• Robert F Davis
By Robert F. Davis, CP Guest Contributor
August 14, 2013|8:24 am

It's strange, but from time-to-time I'm stopped on the street or approached in a coffee shop by parents of school age children and questioned about Christian schooling. Essentially the question is, Of the Christian schools in the area, or colleges, which would you, suggest I consider?" Now, that seems innocent enough, but not to me.

Too often this chance encounter and query revolves around tuition or who sends their kids to a specific school. While these are reasonable questions and will help in making a decision, they miss the more significant points which strike at the heart of an avowedly Christian education.

For me the first consideration is: Why is the education at Streets of Gold Christian School Christian? Simply because Christian appears in the name or the entire faculty, administrators, and board members are Christians doesn't make the education Christian. Neither does regular chapel, prayer before class, or the obligatory Bible course. Philosophically the education must be conceived and delivered from a Christian, a biblical point-of-view. Actually I would insist on seeing the school's "Statement of Philosophy" and a sampling of what I would hope is a required document, a syllabus, from each teacher to produce, demonstrating the "how" and "why" their course is contextually Christian. Show me the CE fax!

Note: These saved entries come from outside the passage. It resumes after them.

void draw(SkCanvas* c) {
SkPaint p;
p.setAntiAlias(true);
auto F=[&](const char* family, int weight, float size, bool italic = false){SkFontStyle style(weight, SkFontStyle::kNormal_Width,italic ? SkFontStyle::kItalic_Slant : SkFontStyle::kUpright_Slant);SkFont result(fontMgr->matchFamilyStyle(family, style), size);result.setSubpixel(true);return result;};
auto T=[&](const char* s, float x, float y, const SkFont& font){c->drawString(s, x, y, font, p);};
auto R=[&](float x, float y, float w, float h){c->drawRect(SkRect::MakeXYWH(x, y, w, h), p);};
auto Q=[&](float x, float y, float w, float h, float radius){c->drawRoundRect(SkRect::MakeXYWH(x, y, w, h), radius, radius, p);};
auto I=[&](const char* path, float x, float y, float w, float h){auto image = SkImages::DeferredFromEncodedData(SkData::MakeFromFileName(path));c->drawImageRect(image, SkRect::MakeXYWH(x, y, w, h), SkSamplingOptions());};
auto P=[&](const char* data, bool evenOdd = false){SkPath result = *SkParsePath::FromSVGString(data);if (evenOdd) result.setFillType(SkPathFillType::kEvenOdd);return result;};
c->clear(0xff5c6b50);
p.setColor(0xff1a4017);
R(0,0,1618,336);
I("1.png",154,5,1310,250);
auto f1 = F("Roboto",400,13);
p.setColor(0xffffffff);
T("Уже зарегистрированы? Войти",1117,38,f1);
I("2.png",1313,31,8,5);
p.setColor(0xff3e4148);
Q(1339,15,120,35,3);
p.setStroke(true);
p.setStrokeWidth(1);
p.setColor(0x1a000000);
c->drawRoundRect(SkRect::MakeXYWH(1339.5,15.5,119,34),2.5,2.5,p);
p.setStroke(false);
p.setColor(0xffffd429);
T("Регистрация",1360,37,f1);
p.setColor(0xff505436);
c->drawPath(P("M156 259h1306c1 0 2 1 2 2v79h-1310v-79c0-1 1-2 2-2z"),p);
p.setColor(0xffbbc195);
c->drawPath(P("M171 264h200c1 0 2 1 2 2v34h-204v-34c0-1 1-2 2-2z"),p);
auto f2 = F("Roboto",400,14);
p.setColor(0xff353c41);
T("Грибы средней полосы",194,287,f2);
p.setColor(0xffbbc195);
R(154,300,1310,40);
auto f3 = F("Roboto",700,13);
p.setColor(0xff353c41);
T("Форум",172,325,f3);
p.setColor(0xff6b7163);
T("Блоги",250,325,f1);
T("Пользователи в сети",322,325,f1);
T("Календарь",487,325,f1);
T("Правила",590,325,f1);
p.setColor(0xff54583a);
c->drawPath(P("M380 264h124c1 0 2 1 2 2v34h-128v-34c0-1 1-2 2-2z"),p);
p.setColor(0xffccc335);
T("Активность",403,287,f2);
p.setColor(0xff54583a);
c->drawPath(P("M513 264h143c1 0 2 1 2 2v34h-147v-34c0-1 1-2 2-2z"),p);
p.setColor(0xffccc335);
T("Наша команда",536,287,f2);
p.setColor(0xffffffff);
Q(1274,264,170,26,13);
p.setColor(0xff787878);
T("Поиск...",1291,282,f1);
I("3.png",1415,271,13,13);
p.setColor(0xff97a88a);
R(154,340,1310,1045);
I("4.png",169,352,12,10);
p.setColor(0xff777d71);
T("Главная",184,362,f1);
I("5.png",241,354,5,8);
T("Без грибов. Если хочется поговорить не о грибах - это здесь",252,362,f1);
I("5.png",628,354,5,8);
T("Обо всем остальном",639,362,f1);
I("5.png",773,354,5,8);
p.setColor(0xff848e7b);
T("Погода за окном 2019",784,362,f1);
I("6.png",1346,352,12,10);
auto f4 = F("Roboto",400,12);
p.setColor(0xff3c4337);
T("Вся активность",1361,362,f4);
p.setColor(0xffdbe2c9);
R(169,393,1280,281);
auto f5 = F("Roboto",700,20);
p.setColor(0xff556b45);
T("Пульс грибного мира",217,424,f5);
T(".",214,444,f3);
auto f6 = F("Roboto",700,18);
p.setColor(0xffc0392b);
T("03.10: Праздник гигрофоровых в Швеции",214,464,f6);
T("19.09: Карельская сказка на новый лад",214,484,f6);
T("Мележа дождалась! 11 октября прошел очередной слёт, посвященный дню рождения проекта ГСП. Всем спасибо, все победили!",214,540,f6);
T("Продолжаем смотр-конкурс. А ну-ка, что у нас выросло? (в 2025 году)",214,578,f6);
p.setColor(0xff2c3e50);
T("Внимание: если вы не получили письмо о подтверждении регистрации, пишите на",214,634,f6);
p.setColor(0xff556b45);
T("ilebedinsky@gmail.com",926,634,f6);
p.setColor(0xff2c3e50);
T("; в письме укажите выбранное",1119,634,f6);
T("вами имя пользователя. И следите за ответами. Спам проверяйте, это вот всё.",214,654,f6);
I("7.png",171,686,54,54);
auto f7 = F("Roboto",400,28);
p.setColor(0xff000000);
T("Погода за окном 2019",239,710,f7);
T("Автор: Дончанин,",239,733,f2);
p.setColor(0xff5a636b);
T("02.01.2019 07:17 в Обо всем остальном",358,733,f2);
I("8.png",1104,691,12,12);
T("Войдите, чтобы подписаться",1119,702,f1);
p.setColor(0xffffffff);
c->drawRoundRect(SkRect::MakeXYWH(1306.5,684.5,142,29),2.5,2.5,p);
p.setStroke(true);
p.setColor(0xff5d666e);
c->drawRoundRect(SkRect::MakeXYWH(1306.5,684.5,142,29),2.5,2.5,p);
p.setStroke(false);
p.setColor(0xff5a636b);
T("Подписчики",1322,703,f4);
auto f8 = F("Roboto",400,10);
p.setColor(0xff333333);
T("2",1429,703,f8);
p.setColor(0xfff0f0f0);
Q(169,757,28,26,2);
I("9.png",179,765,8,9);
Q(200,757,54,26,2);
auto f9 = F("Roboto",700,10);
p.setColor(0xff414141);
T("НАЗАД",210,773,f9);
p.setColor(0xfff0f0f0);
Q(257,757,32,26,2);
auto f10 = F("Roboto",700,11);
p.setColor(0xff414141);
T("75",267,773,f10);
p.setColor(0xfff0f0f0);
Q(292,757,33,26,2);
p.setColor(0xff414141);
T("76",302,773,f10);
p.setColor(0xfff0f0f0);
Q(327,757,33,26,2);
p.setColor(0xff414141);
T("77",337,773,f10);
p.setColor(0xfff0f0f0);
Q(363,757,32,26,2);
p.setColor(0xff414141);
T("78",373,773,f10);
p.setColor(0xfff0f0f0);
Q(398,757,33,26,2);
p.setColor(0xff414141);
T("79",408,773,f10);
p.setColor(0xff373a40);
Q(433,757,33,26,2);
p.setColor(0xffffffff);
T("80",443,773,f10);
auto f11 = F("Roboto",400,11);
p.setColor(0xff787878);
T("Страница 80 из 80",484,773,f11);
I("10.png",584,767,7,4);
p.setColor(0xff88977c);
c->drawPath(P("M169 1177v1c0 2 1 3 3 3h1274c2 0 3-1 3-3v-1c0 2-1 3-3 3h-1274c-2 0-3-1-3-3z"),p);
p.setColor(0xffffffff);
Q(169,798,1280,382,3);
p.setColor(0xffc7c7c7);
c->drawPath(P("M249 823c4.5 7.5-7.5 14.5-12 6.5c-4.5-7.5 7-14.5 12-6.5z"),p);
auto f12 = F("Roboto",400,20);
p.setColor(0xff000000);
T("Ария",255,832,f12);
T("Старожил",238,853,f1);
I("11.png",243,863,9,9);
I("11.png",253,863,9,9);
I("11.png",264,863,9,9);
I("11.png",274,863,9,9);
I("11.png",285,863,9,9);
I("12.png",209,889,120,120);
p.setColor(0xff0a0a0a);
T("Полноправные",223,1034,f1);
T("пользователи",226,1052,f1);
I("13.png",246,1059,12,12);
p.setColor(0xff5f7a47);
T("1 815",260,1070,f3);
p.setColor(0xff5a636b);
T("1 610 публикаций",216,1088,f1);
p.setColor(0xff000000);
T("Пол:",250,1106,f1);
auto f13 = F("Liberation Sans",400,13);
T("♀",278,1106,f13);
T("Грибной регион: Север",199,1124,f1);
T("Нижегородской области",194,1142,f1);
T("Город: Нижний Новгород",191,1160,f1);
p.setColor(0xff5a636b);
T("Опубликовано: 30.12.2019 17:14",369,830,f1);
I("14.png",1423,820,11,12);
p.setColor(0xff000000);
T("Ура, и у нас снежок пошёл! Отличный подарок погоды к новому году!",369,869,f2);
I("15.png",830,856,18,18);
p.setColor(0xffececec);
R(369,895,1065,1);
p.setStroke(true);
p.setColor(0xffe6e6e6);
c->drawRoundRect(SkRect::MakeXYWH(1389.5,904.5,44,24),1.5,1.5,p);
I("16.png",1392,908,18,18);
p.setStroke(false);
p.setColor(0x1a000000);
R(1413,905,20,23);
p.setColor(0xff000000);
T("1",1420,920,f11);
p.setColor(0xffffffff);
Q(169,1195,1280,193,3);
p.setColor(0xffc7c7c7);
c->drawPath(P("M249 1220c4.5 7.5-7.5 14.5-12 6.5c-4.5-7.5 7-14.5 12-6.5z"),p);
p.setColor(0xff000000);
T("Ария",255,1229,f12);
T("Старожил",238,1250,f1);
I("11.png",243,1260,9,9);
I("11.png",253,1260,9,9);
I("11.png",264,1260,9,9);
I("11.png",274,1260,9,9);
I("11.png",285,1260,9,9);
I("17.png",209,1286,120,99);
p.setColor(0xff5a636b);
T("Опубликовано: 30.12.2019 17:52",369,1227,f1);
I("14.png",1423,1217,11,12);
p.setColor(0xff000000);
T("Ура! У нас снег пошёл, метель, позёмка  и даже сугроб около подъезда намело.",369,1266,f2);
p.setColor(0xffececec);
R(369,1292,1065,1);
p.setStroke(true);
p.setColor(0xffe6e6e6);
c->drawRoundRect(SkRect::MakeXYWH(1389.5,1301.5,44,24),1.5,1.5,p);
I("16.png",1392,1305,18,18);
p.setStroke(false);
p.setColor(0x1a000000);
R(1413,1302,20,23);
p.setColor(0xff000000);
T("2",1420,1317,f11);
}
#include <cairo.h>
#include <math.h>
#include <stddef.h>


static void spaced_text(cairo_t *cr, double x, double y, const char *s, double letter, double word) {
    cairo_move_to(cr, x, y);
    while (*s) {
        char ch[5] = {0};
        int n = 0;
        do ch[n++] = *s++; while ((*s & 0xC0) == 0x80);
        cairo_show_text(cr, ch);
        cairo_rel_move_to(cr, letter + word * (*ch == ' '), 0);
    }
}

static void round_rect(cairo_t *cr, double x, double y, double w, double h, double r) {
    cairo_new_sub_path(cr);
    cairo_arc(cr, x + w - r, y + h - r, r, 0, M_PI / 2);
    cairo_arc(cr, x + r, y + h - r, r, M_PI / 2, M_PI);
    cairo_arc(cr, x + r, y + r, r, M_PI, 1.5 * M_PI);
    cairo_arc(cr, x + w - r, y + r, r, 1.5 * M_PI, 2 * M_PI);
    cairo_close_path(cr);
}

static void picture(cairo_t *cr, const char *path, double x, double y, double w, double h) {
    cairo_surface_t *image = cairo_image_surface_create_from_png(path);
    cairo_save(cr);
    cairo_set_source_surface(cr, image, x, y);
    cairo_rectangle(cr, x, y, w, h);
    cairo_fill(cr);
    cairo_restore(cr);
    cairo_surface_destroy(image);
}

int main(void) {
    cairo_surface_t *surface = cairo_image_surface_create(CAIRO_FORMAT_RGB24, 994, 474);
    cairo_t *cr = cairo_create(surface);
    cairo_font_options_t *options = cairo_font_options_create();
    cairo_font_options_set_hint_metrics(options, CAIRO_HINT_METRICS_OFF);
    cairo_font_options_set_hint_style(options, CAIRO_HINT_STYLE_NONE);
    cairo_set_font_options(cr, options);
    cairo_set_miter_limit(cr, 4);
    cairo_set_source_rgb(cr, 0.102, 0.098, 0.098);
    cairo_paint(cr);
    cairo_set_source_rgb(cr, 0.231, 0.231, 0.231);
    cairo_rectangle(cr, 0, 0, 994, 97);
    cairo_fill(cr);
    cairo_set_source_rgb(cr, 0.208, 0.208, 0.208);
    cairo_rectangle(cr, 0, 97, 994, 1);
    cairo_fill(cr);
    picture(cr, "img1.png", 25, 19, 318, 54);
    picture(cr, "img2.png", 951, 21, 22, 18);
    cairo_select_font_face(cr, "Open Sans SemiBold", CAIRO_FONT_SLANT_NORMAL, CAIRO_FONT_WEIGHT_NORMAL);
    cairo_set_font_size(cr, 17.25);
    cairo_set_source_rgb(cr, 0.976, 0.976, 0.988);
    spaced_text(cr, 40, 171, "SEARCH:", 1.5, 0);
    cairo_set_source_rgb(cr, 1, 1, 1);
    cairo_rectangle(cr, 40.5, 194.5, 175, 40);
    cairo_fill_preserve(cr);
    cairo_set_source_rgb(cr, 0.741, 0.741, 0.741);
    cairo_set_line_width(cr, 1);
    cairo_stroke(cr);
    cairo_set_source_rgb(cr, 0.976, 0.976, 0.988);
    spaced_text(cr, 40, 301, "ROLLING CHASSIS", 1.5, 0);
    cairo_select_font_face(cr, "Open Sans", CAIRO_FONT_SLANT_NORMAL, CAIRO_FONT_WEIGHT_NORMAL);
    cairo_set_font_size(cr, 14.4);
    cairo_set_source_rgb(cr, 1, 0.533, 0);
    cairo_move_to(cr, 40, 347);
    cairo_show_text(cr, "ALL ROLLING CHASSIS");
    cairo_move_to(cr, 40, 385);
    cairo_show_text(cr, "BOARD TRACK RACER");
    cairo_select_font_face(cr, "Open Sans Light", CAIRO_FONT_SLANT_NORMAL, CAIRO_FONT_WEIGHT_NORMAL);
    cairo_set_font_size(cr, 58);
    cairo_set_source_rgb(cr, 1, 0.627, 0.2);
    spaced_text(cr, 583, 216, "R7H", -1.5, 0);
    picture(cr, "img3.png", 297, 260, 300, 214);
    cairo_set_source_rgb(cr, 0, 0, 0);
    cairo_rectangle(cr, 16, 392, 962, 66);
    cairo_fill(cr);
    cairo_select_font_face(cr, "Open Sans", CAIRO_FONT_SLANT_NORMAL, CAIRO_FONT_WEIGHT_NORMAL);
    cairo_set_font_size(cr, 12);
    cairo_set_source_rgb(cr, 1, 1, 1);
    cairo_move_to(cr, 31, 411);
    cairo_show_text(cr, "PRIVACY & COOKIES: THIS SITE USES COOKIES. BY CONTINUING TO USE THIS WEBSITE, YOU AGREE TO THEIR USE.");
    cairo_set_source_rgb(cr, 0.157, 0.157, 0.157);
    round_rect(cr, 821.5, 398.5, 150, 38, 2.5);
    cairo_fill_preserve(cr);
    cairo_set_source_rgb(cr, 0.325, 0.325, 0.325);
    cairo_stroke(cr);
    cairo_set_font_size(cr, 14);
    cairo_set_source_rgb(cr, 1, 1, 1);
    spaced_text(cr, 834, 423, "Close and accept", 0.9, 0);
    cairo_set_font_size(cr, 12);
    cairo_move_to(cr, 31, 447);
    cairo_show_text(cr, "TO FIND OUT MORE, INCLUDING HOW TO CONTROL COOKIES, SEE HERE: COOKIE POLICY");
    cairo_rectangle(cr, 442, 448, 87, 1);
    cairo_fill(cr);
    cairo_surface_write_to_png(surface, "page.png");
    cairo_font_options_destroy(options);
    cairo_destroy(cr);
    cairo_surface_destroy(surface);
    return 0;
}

Another consideration to substantiate for me that a school is serious about being Christian is "What is the seminal program through which each faculty candidate must pass before receiving what would be considered a "final agreement." This program should include: mentoring, extensive reading, and writing of a personal statement of philosophy of Christian education. This process should probe deeply enough to reveal a complete commitment to a schools "Statement of Faith." Years ago I was hired at a Christian school simply because I demonstrated competency and attended a church in the generally right denomination. This gave me great concern, about who some of my colleagues might be, since, though my church was orthodox, the denomination was, in large part, apostate.

Academic excellence, not "academic grace," put another way "academic rigor" not rigor mortis" should characterize the education delivered and effort encouraged. Can academic expectations fulfill that set forth in Philippians 4:8 and Colossians 3:17 & 23? This is an area of great concern; "integrity" is at its center. So many schools use "excellence" in their promotional material, but don't deliver on the promise. This is simply dishonest. Whether a K-12 school or in higher education delivering a flawed education is sinful, it doesn't prepare for further education not for a rewarding professional life. It can, however, preclude dissipation and failure.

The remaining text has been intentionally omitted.